2. Furkan Vakfı bu süreci en ağır şekilde atlatan vakıflardan biri oldu maalesef… Bu süreç öncesinde de Furkan Vakfı’nı ve faaliyetlerini biliyor muydunuz?
-Daha önce Furkan Vakfı’nın faaliyetleri hakkında bilgi sahibiydik ama doğrudan herhangi bir diyalog içinde değildik. İslami camia içerisinde yer alan çevrelerden biri olarak tanıyorduk.
3. Bildiğiniz üzere, geçtiğimiz Ocak ayında Alparslan Kuytul’un evi Terörle mücadele ekiplerince şafak baskını ile basıldı. Kendisiyle eş zamanlı olarak 24 kişi ve vakıf da baskına uğradı. Vakıfta ve evlerde yapılan aramalarda hiç bir suç unsuru bulunamamasına rağmen terör suçlaması ile Alparslan Kuytul ve dört talebesi tutuklandı. Hemen akabinde Vakfa Kayyum atandı ve çıkan bir KHK ile 13 Furkan Derneği kapatıldı. Furkan Vakfında yaşanan süreci yani; Vakfın kurucusu Alparslan Kuytul’un gözaltına alınması, derneklerin kapatılması ve faaliyetten men edilmesi kararlarını nasıl değerlendiriyorsunuz?
-17/25 Aralık süreci sonrasının tuhaf işlerinden biri de Furkan Vakfı üzerinde gelişti. Ama hadisenin diğer boyutuyla birlikte ele almak lazım. Meseleler nerede başladı ve niçin bu aşamaya geldi? Vakfın İstanbul konferansının belediye tarafından tahsis edilen salonun iptal edilmesi yoluyla engellenmesine gösterilen tepkilerden sonra başka illerde de benzer durumlar oluştu ve etkinlikler engellendi. Kanaatimizce bu tutuma karşı Alparslan Kuytul ve Furkan Vakfı’nın gösterdiği ve biraz sert olduğu söylenebilecek söylem o dönemde Fethullahçı çevrelere ait medya organlarında çokça yankı buldu. Kendi açılarından o dönemde hükümeti zayıflatma ihtimali olabilecek bütün unsurları değerlendirme taktiği gözetmekteydiler ve bu mantıkla bu gelişmeleri çokça gündemleştirdiler.
Bu durum normalde sınırlı bir çevrede faaliyet yürüten Vakfın çalışmalarının kamuoyu nezdinde çok fazla dikkat çekmesini getirdi.

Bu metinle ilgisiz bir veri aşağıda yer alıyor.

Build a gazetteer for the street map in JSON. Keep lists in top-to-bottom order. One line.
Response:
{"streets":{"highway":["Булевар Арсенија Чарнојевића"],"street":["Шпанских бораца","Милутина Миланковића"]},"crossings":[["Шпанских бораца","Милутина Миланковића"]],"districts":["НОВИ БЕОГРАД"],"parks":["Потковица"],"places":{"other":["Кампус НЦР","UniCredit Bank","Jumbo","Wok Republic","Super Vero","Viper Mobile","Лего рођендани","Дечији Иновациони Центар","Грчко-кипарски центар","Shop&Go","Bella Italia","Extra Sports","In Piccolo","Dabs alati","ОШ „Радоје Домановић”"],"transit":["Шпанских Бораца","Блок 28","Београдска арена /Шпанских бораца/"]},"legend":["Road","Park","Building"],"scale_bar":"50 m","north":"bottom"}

Böyle olunca da geçmişte sınırlı ortamlarda yapılan konuşmalar yeni durumla birlikte kamuoyu gündeminde çok farklı bir şekilde algılanmaya başlandı. Ve ne yazık ki 15 Temmuz sonrası Hükümetin kendi çizgisinden farklı kesimlere yönelik yürüttüğü yanlış, abartılı, haksız politikaların bir yansıması olarak Furkan Vakfı da hedef alınanlar listesinde yerini aldı!
En temelde 15 Temmuz sonrası yürütülen politikaların yanlışlığının altını çizmek isterim. Furkan Vakfı olayı da bu bütünsel yanlışlığın bir parçasıdır, tezahürüdür. Deliller, dosya içeriği, operasyonun biçimi, uygulanan müeyyideler, hadisenin kamuoyuna sunuluşu gibi bütün boyutlarıyla hadise zalimane bir olaydır. Yapılanlar ne hukukidir, ne de meşrudur.
4. Furkan Vakfına yapılan operasyonun İslami camiaya bundan sonraki süreçte, örneklik olma açısından etkisi olur mu? Benzer operasyonlar diğer STK ve Cemaatlere de yapılmaya devam eder mi?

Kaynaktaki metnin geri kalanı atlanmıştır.